Di certo la formulazione non è delle più intuitive: ci spiegherebbe con parole semplici, cosa viene chiesto agli italiani?
"Nel quesito referendario viene chiesto agli elettori se vogliono sia abrogato il comma 17 del decreto legislativo del 3 aprile 2006, n. 152, che permette a chi ha ottenuto concessioni per l’estrazione di gas o petrolio da piattaforme offshore, entro le 12 miglia dalla costa, di rinnovare la concessione fino all’esaurimento del giacimento. E’ da evidenziare che anche in caso di vittoria del quesito referendario, purché almeno il 50% degli elettori aventi diritto vadano a votare, le perforazioni continueranno a essere permesse oltre le 12 miglia dalla costa. La vittoria del sì al referendum però impedisce lo sfruttamento degli impianti già esistenti quando le concessioni saranno scadute, anche se il giacimento può essere ancora sfruttato (o non è del tutto esaurito)."
Quali sono, viste dalla prospettiva di un esperto in materia, le motivazioni per votare sì?
"Il testo approvato alla Conferenza sul clima di Parigi nel dicembre 2015, cita testualmente: “Il cambiamento climatico rappresenta una minaccia urgente e potenzialmente irreversibile per le società umane e per il pianeta”. Richiede pertanto “la massima cooperazione di tutti i paesi” con l’obiettivo di “accelerare la riduzione delle emissioni dei gas a effetto serra”. Alla penultima conferenza sul clima quella che si è tenuta a Copenaghen nel 2009, si era deciso di limitare l’aumento della temperatura globale, rispetto ai valori dell’era preindustriale, di 2° C. L’accordo di Parigi di dicembre 2015 ha stabilito che questo aumento va contenuto “al di sotto dei 2 gradi centigradi”, sforzandosi di fermarsi a +1,5° C. Per centrare questo obiettivo, le emissioni devono cominciare a calare dal 2020. Anche se non c’è un calendario che porti alla progressiva, ma totale, sostituzione delle fonti energetiche fossili. La richiesta degli ambientalisti era quella di arrivare a una riduzione del 70% rispetto ai livelli attuali intorno al 2050, e raggiungere le emissioni zero nel decennio successivo. L’Italia ha firmato questo accordo ma di fatto dal 2014 ha disincentivato i contributi alle energie rinnovabili con meno di 11 miliardi di dollari nel 2014 ed ha invece aumentato i contributi ai combustibili fossili portandoli da 12,8 a 13,2 miliardi di dollari dal 2013 al 2014. Questo ha provocato la perdita di 4.000 posti di lavoro soltanto nell’eolico. Continuare con scelte di politica energetica favorevoli al petrolio significa andare contro le scelte fatte in base all’accordo di Parigi. Per non parlare poi dei rischi."

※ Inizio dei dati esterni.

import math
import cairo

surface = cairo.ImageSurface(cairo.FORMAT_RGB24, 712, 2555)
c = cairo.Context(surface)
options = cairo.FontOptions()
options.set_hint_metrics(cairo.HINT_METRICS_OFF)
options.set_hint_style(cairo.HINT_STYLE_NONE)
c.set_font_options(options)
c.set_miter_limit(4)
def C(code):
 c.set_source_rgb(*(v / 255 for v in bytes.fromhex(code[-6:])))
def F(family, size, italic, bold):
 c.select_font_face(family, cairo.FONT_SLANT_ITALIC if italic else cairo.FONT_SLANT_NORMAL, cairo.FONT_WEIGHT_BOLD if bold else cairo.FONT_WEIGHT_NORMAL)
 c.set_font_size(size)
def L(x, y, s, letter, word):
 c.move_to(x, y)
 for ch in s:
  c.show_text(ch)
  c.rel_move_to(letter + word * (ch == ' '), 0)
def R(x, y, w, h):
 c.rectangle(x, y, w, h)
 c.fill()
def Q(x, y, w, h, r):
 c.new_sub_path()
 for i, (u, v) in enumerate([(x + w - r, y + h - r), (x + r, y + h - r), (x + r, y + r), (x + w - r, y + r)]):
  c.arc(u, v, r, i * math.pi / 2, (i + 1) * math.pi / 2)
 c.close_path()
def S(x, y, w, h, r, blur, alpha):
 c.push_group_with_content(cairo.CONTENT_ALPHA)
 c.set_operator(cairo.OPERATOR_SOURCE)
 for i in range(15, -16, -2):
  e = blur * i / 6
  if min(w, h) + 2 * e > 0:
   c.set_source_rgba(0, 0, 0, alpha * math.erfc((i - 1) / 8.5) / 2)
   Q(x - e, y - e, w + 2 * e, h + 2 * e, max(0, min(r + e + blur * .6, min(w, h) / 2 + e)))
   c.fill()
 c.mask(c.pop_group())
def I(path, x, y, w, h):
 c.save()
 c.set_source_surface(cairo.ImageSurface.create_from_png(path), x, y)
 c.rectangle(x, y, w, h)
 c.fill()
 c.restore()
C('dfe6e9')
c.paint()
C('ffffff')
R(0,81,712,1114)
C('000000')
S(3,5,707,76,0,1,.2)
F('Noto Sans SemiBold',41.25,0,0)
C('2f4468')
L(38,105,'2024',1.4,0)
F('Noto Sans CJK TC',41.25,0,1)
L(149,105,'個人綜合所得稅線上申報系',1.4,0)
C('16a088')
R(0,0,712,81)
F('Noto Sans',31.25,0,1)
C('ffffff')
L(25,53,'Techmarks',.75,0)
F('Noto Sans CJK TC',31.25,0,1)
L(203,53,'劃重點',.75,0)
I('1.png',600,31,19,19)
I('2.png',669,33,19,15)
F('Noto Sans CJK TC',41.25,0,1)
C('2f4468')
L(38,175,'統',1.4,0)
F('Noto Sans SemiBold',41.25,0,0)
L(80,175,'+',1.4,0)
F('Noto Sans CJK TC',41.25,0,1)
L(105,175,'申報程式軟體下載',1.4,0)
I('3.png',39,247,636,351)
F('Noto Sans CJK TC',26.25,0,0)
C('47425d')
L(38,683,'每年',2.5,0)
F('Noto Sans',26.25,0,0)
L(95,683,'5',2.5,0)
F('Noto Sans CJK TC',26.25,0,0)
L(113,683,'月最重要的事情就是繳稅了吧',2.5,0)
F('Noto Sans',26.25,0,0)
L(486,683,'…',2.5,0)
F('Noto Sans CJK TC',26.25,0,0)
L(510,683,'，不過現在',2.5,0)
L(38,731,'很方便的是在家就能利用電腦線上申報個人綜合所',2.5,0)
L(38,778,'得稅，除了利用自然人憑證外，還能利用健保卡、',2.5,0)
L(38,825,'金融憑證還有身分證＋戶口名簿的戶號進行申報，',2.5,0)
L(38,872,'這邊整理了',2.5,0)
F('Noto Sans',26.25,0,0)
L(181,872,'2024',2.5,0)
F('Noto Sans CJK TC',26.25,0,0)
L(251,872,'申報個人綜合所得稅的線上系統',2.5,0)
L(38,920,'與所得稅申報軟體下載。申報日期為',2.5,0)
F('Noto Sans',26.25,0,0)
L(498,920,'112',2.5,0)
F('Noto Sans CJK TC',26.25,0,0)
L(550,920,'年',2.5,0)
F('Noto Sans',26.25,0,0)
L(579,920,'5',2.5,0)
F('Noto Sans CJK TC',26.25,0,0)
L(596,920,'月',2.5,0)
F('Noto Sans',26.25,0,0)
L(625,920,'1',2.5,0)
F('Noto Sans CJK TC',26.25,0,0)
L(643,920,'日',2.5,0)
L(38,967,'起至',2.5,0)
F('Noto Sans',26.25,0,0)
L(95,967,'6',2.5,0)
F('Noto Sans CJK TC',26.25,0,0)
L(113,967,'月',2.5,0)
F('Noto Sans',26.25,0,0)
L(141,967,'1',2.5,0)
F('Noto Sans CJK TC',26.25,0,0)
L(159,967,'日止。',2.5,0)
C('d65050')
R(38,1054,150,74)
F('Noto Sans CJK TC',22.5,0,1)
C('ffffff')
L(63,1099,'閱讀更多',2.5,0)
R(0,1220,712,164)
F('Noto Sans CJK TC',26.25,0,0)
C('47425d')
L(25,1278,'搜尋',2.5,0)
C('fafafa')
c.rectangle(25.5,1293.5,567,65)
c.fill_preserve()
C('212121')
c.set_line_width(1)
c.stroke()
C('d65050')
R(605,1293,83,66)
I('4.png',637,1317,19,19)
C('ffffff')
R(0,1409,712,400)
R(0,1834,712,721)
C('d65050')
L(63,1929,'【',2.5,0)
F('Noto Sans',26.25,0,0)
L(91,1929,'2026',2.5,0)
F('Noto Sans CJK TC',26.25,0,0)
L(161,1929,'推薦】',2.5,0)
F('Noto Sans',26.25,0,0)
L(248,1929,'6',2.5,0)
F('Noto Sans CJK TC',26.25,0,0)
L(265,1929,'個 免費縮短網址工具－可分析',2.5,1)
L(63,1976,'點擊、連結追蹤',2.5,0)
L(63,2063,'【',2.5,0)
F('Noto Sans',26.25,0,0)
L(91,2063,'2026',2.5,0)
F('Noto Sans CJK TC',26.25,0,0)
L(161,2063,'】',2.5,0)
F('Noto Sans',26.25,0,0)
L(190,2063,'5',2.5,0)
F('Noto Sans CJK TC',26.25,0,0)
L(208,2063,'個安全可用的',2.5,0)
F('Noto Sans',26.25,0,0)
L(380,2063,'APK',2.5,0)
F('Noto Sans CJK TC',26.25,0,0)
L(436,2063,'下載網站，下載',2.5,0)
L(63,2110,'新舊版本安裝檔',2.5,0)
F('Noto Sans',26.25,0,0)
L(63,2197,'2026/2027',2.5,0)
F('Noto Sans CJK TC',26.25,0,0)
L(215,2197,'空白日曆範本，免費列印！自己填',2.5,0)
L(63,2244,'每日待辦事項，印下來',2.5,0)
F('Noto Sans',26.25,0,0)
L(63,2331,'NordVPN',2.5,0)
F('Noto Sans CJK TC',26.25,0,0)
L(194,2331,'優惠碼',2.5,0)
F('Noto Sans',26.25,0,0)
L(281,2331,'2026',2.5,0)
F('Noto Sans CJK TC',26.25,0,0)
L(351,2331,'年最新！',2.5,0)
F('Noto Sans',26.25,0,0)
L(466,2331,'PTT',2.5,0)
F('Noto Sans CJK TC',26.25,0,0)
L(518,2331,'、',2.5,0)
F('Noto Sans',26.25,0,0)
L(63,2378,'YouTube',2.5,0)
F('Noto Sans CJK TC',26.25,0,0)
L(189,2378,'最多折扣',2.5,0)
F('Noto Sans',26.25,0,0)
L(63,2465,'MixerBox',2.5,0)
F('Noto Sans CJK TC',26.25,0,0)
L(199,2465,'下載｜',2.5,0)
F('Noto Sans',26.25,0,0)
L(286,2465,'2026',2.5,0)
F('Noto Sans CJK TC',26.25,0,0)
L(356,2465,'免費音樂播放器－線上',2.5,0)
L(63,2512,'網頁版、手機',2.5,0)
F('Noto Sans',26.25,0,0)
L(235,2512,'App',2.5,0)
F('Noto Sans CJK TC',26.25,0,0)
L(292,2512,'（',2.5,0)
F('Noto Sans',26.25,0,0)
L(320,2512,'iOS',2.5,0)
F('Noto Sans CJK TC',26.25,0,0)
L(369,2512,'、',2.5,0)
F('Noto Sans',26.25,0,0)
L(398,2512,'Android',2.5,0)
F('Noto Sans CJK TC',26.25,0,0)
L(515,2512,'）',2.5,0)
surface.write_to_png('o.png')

Perdoni, ma una vittoria del sì con la cessazione delle trivellazioni entro le 12 miglia alla scadenza delle concessioni, non inciderebbe in maniera negativa sul fabbisogno energetico nazionale?
"La quantità di petrolio che viene attualmente pompata dai pozzi petroliferi offshore rappresenta soltanto l’1 % del fabbisogno nazionale (dati MISE 2014). Si tratta di una quantità troppo bassa se rapportata ai rischi di un eventuale incidente in mare e ai relativi enormi costi a questo correlati. Occorre operare una seria svolta nell’attuale programmazione energetica nazionale."
Esistono dei rischi geologici connessi alle trivellazioni nei fondali?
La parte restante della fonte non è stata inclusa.